Mark Carney's Multipolar Vision at Davos Sidelines the United States
Trade Deals Leave the US on the Outside
I predicted that in 2026, other countries would negotiate with the U.S. on tariffs, seeking temporary reductions and avoiding long-term commitments, expecting the current difficulties to be short-lived. Trump would not be in office forever, and it would be easier to endure uncertainty than to lock in alternatives too quickly and redesign he global system.
That assumption now looks wrong.

Over the last week, a sharper break has come into view. There appear to be conversations behind the scenes about building trade and security arrangements that do not depend on the United States. The risk being priced in is not just the current administration. It is the possibility that disruptive populism will persist in the US.
That shift was visible at the World Economic Forum in Davos. In one of the most closely watched speeches, Canadian prime minister Mark Carney laid out a vision of a more multipolar global economy, one less dependent on a single country. His message was not anti-American. It was practical.
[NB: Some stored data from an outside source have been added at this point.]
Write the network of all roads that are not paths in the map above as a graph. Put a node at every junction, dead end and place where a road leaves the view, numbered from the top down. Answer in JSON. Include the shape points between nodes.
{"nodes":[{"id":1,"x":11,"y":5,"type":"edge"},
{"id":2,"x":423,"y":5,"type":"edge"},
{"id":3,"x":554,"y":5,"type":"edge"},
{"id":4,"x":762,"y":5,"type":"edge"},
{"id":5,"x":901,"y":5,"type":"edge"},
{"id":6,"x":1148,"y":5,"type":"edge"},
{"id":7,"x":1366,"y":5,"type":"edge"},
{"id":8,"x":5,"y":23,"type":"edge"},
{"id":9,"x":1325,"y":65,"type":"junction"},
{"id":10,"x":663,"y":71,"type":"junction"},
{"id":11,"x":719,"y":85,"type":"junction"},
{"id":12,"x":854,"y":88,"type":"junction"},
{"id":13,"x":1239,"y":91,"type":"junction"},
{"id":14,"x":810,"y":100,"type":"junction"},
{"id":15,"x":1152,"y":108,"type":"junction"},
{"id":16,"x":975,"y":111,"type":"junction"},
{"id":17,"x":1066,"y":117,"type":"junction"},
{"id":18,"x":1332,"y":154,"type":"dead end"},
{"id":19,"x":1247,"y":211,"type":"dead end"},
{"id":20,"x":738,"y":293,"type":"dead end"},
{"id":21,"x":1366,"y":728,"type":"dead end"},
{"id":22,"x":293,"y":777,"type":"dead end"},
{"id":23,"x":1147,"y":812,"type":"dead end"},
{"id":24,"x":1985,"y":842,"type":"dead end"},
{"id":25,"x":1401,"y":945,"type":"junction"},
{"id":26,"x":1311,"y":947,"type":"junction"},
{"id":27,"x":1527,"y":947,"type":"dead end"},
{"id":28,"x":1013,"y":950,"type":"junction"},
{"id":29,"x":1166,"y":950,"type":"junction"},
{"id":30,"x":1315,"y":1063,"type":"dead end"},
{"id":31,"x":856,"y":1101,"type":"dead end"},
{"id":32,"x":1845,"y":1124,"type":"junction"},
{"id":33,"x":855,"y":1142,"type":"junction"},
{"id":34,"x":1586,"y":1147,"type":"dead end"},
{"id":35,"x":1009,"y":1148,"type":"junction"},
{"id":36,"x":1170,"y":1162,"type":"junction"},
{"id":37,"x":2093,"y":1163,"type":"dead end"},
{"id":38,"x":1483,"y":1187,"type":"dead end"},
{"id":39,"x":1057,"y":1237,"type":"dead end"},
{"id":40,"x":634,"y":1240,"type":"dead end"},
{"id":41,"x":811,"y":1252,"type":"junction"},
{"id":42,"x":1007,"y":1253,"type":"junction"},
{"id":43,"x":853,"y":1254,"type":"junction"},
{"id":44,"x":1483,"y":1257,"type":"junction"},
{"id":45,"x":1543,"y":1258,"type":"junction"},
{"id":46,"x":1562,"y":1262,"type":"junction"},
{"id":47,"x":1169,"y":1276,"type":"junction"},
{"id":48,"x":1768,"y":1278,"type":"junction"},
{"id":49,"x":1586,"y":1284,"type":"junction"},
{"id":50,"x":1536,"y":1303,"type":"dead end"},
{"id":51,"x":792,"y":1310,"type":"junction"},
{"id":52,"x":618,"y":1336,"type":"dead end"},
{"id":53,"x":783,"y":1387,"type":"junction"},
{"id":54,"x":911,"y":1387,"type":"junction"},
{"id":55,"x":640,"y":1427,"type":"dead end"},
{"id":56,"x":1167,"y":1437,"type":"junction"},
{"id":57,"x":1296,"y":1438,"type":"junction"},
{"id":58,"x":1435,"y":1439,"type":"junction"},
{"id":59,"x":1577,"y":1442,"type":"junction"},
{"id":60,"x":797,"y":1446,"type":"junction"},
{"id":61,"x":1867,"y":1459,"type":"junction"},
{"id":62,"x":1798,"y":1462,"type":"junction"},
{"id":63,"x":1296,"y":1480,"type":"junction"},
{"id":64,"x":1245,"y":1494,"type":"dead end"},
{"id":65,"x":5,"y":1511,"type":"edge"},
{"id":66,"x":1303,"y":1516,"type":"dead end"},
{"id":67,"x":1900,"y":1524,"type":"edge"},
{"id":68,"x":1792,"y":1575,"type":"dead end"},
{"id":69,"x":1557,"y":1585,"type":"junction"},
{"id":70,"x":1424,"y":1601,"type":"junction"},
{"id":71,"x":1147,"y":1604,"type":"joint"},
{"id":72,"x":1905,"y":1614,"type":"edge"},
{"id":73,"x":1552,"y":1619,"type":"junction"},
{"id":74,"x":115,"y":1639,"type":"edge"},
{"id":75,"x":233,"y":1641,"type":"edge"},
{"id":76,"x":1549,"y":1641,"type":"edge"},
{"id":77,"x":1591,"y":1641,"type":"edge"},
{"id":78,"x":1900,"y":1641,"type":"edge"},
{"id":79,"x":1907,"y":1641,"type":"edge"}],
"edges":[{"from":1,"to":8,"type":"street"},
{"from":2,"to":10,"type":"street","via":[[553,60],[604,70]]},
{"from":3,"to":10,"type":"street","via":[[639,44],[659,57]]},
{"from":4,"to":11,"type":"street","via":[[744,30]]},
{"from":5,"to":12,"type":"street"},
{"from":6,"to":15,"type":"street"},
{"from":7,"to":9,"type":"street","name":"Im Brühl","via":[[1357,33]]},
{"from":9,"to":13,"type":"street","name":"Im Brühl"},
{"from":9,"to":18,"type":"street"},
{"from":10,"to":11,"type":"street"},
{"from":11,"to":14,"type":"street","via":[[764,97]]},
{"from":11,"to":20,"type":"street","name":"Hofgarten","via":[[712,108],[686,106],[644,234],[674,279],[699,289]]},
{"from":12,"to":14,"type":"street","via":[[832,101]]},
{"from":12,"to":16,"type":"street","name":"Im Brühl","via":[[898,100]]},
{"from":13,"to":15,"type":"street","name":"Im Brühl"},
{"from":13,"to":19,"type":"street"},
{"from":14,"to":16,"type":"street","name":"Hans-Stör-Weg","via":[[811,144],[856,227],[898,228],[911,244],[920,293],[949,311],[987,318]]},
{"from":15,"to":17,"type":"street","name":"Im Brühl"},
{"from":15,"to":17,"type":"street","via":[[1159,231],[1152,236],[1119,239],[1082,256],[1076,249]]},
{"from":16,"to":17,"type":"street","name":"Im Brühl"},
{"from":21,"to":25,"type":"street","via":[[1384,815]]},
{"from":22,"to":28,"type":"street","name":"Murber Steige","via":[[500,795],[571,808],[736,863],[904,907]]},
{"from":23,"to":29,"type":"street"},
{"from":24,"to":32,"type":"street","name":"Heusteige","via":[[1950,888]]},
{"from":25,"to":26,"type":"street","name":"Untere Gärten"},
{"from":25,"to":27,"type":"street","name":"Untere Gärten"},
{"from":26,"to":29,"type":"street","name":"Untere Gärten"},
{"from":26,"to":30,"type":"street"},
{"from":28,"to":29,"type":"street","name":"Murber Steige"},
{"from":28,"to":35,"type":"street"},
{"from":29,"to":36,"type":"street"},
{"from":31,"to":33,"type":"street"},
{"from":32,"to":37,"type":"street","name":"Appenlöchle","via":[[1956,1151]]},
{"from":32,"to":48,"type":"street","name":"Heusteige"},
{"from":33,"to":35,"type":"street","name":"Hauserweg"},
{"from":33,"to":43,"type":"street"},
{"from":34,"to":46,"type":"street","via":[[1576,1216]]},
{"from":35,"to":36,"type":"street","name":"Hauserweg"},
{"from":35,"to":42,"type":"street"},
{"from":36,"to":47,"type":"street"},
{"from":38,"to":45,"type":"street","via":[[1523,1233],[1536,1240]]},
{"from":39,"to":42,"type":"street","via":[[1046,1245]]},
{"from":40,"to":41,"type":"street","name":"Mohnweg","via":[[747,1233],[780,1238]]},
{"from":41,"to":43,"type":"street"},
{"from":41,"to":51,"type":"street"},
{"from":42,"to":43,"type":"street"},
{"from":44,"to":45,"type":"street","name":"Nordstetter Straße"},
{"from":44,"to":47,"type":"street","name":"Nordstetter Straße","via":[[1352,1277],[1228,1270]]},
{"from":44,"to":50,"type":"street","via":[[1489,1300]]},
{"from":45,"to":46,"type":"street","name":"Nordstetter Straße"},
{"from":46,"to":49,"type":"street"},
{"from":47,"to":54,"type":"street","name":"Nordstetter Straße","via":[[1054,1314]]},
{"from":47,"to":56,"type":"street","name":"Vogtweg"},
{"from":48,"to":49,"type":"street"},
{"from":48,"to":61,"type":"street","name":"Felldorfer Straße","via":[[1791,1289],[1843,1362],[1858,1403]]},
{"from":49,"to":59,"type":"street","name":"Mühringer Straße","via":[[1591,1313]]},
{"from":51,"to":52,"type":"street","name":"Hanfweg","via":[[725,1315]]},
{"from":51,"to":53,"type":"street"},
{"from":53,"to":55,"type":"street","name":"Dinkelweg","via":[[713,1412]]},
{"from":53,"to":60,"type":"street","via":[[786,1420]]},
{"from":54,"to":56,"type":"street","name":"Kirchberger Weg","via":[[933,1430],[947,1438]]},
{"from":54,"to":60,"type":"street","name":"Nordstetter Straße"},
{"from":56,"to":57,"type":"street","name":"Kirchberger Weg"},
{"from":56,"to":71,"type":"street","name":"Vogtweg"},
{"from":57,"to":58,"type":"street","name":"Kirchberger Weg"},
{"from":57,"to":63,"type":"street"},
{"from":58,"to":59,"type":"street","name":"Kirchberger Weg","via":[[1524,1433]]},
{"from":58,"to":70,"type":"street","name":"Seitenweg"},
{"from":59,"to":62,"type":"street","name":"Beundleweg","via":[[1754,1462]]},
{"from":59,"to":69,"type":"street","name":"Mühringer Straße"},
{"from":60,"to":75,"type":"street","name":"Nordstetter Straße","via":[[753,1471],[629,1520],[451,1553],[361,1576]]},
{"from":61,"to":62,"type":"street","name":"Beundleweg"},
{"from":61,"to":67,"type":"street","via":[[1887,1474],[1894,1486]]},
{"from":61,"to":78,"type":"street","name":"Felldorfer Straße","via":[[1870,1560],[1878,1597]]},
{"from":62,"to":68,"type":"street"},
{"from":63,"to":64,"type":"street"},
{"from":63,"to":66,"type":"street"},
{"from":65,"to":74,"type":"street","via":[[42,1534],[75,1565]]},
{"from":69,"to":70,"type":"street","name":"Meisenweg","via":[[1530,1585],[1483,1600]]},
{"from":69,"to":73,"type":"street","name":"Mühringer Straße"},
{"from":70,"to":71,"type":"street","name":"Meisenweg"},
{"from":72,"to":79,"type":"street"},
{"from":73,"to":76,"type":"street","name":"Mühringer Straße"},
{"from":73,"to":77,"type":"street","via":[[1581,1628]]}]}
He argued the world needs systems that can function when major powers become unpredictable, and the US driven order based on international law had ended.
Events prior to Davos have made that point harder to dismiss.
There has not been a major trade deal between the United States and another country because of the new tariffs. What has happened instead is a burst of deal-making elsewhere. The European Union’s agreement with Mercosur, which includes Brazil and Argentina, creates a combined market of more than seven hundred million people, representing 20 percent of global economic output. Talks that had dragged on for years suddenly moved forward this week.
EU negotiations with India are moving in the same direction. A deal there would link two billion people into a shared trade framework without U.S. participation. Canada has gone even further, negotiating tariff reductions with China on measures it originally adopted under U.S. pressure. These are not symbolic gestures. They are structural choices about where risk will sit in the future.
This exposes the central problem with a purely transactional approach to foreign policy. It works best when one country has overwhelming leverage and when alternatives are limited. Thirty years ago, the United States fit that description. At the end of the Cold War, it had unmatched market access, enormous influence over global institutions, and a security role that few countries could replace. At that moment, Washington could have relied heavily on pressure and still gotten results.
Instead, it chose a different path. The system the U.S. helped build was designed to preserve American advantage even as its relative power declined. Trade rules were predictable. Global finance rested on reserves of dollars and U.S. treasury bills. Security relationships reinforced economic integration. Bargaining never disappeared, but it happened within a framework that made cooperation the default option.
What has changed is the environment in which pressure is applied. When other options already exist, economic pressure no longer pushes behavior in a predictable direction. It alters how states plan. Trade disputes no longer stay limited to trade and instead reach into areas that were previously managed separately.

The situation around Greenland illustrates this shift. Denmark hosted a military exercise in Greenland focused on Arctic security. France and other European countries participated. The U.S. response was to raise the possibility of tariffs on European goods, linking participation in the exercise to economic consequences. French president Emmanuel Macron rejected that linkage and said security commitments should not be tied to trade.
For European governments, this episode was not interpreted as a single disagreement. It suggested that economic pressure could be applied without clear boundaries, including in situations involving allies. The response was not confrontation. Governments began discussing how to reduce exposure to U.S. pressure and how to preserve room to maneuver if similar situations arise again.
Similar adjustments are visible in other areas. U.S. export controls on advanced chips may slow China in the near term, but they also encourage countries to reduce reliance on access that can be withdrawn. Japan’s efforts to secure alternative sources of rare earths reflect this approach.
When access becomes uncertain, control over inputs becomes more important. This uncertainty is where diplomacy can come in, to build trust with allies and provide some certainty. It is not the time to turn the screws and act more volatile to extract concessions.
Washington has also relied more heavily on enforcement measures. The seizure of sanctioned Venezuelan oil tankers and public statements about maintaining control over oil point to a strategy that emphasizes coercion. That approach may produce results in specific cases, but it also increases incentives for others to limit their exposure to U.S. pressure.
This is how transactional policy functions when leverage declines. Pressure still has effects, but it does not produce alignment. It leads governments to adjust their behavior and reduce dependence.
The outcome is not a system that excludes the United States. It is a system that does not assume U.S. centrality. The United States remains influential, but it is treated as one major power among others. Trade arrangements move forward without U.S. participation. Security coordination increasingly takes place alongside U.S. involvement rather than through it. Governments plan for U.S. pressure in the same way they plan for pressure from other major powers.
This change does not happen all at once. It develops as governments revise how they plan and who they rely on. Once those changes take hold, reversing them becomes difficult.